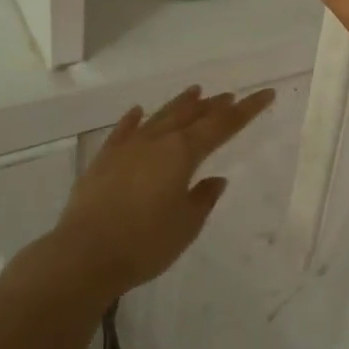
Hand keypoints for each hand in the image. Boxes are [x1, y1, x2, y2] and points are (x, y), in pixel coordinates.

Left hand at [50, 84, 275, 298]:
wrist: (82, 256)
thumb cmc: (144, 243)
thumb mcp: (186, 225)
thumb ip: (203, 199)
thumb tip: (215, 180)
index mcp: (183, 153)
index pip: (222, 125)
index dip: (247, 110)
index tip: (266, 93)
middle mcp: (157, 141)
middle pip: (191, 115)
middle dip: (213, 105)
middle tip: (230, 96)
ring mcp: (127, 147)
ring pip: (160, 117)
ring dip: (180, 104)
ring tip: (196, 91)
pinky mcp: (103, 160)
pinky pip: (123, 131)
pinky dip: (134, 119)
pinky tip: (138, 111)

- _Work request_: Print each entry shown above with exact wording and no pictures.

- _Solved exercise_:
Hand keypoints for each hand in the image. Boxes are [x1, y1, x2, y2] and points are (x, y), in pixel coordinates.

Left hand at [50, 84, 275, 298]:
wrist: (82, 256)
thumb cmc: (144, 243)
thumb mcp: (186, 225)
thumb ip: (203, 199)
thumb tip: (215, 180)
index mcp: (183, 153)
index pip: (222, 125)
index dip: (247, 110)
index tip: (266, 93)
middle mcp: (157, 141)
middle pip: (191, 115)
middle dip: (213, 105)
middle tip: (230, 96)
ring mcp: (127, 147)
ring pip: (160, 117)
ring dip: (180, 104)
ring tip: (196, 91)
pinky mcp: (103, 160)
pinky pip: (123, 131)
pinky dip: (134, 119)
pinky tip: (138, 111)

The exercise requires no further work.